Я тогда до боли в сердце понял, как и она сильно любит меня, как она боится за меня. А я не берёг себя: спускался на перилах школьной лестницы, скакал через две-три ступени, катался на замороженных лужах, перебегал дорогу не на перекрёстках… Я и не думал, что со мной может что-то плохое случиться. А ведь она боялась за меня всегда, может, и не старалась этого показывать, но я это знал. Я всегда это знал.
А в этом мире меня могли пристрелить из арбалета, убить камнем из пращи, я мог утонуть в Ронде, а до этого во рву замка, или же в любой другой момент. Тот же Вираг порывался убить меня одним из своих кинжалов. И я бы не вернулся. Я навсегда остался бы тут, в мире моего отца.

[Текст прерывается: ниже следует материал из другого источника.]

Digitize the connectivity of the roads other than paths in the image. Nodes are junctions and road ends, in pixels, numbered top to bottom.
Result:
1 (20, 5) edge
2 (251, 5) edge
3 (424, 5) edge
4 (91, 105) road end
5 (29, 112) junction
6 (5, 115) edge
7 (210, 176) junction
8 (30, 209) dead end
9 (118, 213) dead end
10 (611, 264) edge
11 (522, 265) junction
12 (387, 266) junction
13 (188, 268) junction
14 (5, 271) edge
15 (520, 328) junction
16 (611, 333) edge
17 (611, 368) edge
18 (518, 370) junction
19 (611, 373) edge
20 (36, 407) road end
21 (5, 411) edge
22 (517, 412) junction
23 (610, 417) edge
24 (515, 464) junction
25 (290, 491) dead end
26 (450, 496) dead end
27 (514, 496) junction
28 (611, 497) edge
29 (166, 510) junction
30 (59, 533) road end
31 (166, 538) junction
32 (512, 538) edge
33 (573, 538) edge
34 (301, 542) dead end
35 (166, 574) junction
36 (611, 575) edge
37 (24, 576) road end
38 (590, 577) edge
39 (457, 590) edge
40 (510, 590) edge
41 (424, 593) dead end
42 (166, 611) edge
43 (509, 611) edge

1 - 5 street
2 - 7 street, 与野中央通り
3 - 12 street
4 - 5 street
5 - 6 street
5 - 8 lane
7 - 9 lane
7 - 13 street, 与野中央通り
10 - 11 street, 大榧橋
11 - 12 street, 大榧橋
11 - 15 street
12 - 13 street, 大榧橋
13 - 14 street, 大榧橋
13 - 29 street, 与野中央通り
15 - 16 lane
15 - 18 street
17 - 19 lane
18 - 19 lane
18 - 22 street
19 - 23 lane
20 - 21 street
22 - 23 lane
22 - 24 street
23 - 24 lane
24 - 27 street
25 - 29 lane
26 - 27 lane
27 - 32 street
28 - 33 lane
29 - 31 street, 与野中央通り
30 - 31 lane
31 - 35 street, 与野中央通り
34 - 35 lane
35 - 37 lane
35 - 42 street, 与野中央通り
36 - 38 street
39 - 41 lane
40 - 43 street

Я снова подёргал правой рукой, не желая верить, что я, на самом деле, привязан. Какого чёрта? Но верёвка врезалась в запястье. Точно, привязали. Если попробовать развязать её? У меня же есть левая рука!
Я попытался повернуться на бок, чтобы добраться до узла, и неожиданный приступ тошноты накатил с такой силой, что я снова вернулся на подушку. Ничего себе! С тем сотрясением, что я пережил в третьем классе, это не шло ни в какое сравнение.
Ого! Я раз за разом сглатывал горькую слюну, чтобы не вырвало меня на мою же кровать. Голова раскалывалась. Да что же это?
Я закрыл глаза и тихо лежал. Вот я, похоже, и отбегался на ближайшие месяц-два. Проклятье! Такой был шанс, так всё сложилось более-менее удачно, мы даже до этой проклятой лодки добрались и даже умудрились столкнуть её в воду, нет же, надо было подставить свою башку под камень.
Я злился на самого себя, на то, что всё так сложилось, злился на отца, что разрешил своим людям стрелять в меня — своего сына, злился вообще на всё, что происходило в моей жизни. Блин! Какого чёрта всё идёт именно так?
Придётся теперь всё начинать сначала. Опять ломать голову. Свою несчастную бедовую голову. Искать новый способ смыться из этого замка. Как? Что теперь придумать? Да и в таком состоянии что я теперь могу? Просто тупо лежать и пялиться в потолок — вот и всё! Я даже освободить сам себя не могу.
Я вздохнул. Да, шанс был, но я им не воспользовался.
А потом ко мне заглянула горничная, подбросила дров в камин, заметила, что я смотрю на неё, и заторопилась уйти. А после почти сразу же ко мне явился отец, наверное, ему сообщили, что я пришёл в себя.
Не знаю, что он хотел от меня, но я как-то внутренне приготовился к неприятностям и даже попытался выше подняться на подушке, чтобы смотреть в лицо графу, ну, хотя бы не с уровня коленей. Это не очень мне удалось: я был привязан, а двигаться не позволяли тошнота и головная боль.
Граф Бернат по обыкновению долго молчал, рассматривая меня с высоты своего роста, и я тоже молчал, хотя, видит Бог, как же мне не хотелось чувствовать себя котом, что сходил мимо своей коробки. И я заговорил первым:
— Зачем меня привязали? Вы думаете, что я снова сбегу в своём состоянии? Ага… — Я усмехнулся. — Куда там…
— Я приказал сделать так, как счёл нужным.
— Да? И стреляли в меня и камни кидали тоже по вашему приказу?